We can depend on Christ as a wife depends on her husband to protect and to defend her honor, and to keep her out of the clutches of the evil one; if we are truly faithful and return the same kind of jealousy for our love and devotion for Him as well. When we know this, we will fear to go astray in any manner and will do all in our power to stay close to Him; being so very careful to follow Him withersoever He goes, and to keep ourselves free from idols of any kind. When others ask us for the reason of the hope we have and why we strive so hard to obey God in all things, we can tell them it’s because we serve a jealous God that loves us with all of His heart.

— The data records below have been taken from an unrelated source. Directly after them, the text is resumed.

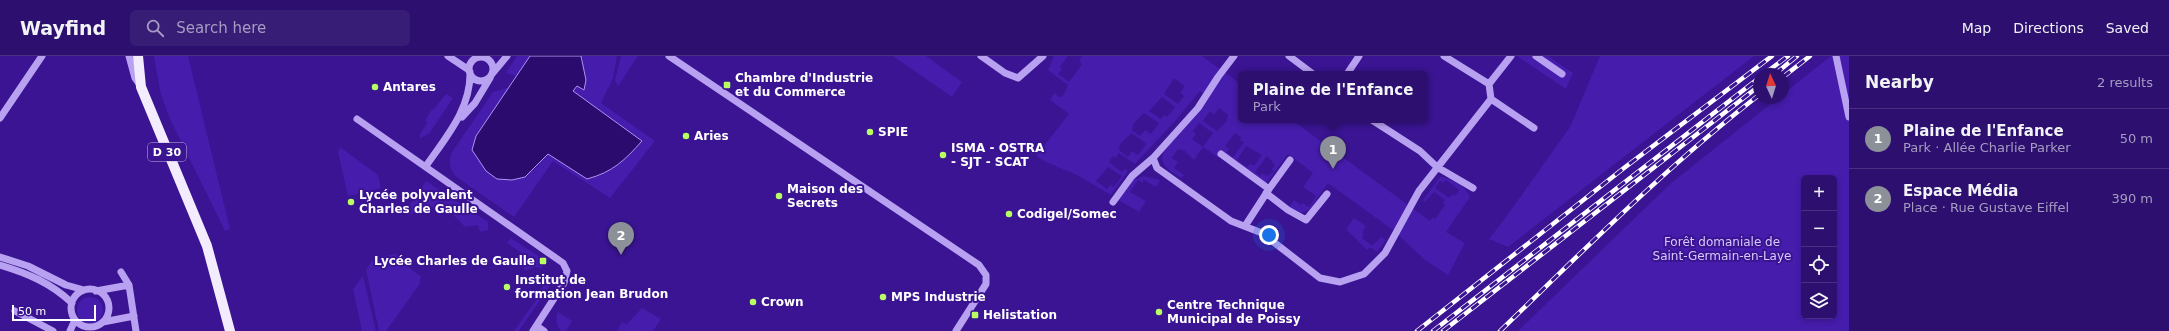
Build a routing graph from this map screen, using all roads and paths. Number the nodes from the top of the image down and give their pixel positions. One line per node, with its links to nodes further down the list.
1 (42, 56): 26 (street)
2 (129, 56): 23 (street)
3 (138, 56): 23 (main road, D 30)
4 (448, 56): 17 (street)
5 (508, 56): 21 (street)
6 (669, 56): 58 (street)
7 (980, 56): 8 (street)
8 (1043, 56)
9 (1234, 56): 32 (street)
10 (1288, 56): 18 (street)
11 (1359, 56): 19 (street)
12 (1444, 56): 22 (street)
13 (1511, 56): 22 (street)
14 (1536, 56): 20 (street)
15 (1836, 56): 25 (street)
16 (479, 57): 17 (street); 21 (street)
17 (470, 71): 21 (street); 29 (street)
18 (1308, 71)
19 (1349, 71)
20 (1562, 74)
21 (491, 76): 29 (street)
22 (1489, 84): 24 (street)
23 (141, 87): 56 (main road, D 30)
24 (1491, 99): 30 (street); 35 (street)
25 (1849, 117)
26 (0, 118)
27 (357, 119): 34 (street)
28 (1377, 123): 35 (street)
29 (455, 124): 34 (street)
30 (1534, 128)
31 (1221, 154): 37 (street)
32 (1153, 158): 39 (street); 40 (street)
33 (1290, 160): 37 (street)
34 (426, 166): 52 (street)
35 (1437, 166): 36 (street); 40 (street)
36 (1474, 188)
37 (1268, 191): 38 (street); 40 (street)
38 (1327, 194)
39 (1113, 202)
40 (1245, 226)
41 (0, 258): 45 (street)
42 (0, 265): 47 (street)
43 (122, 272): 44 (street)
44 (129, 285): 46 (street); 49 (street)
45 (84, 290): 46 (street); 47 (street)
46 (96, 290): 51 (street)
47 (72, 303): 50 (street)
48 (15, 311): 53 (street)
49 (134, 316): 51 (street); 55 (street)
50 (75, 320): 51 (street); 54 (street)
51 (103, 322)
52 (535, 329): 57 (street)
53 (53, 331)
54 (70, 331)
55 (136, 331)
56 (230, 331)
57 (544, 331)
58 (956, 331)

1 Peter 3:15 But sanctify the Lord God in your hearts: and be ready always to give an answer to every man that asketh you a reason of the hope that is in you with meekness and fear:
Hebrews 12:25 See that ye refuse not him that speaketh. For if they escaped not who refused him that spake on earth, much more shall not we escape, if we turn away from him that speaketh from heaven: 12:26 Whose voice then shook the earth: but now he hath promised, saying, Yet once more I shake not the earth only, but also heaven. 12:27 And this word, Yet once more, signifieth the removing of those things that are shaken, as of things that are made, that those things which cannot be shaken may remain. 12:28 Wherefore we receiving a kingdom which cannot be moved, let us have grace, whereby we may serve God acceptably with reverence and godly fear: 12:29 For our God is a consuming fire.
James Malm and Constance Belanger
Note- Constance submitted the original rough draft of this article in 2016, which I then completed for posting.
For whosoever exalteth himself shall be abased;
and he that humbleth himself shall be exalted.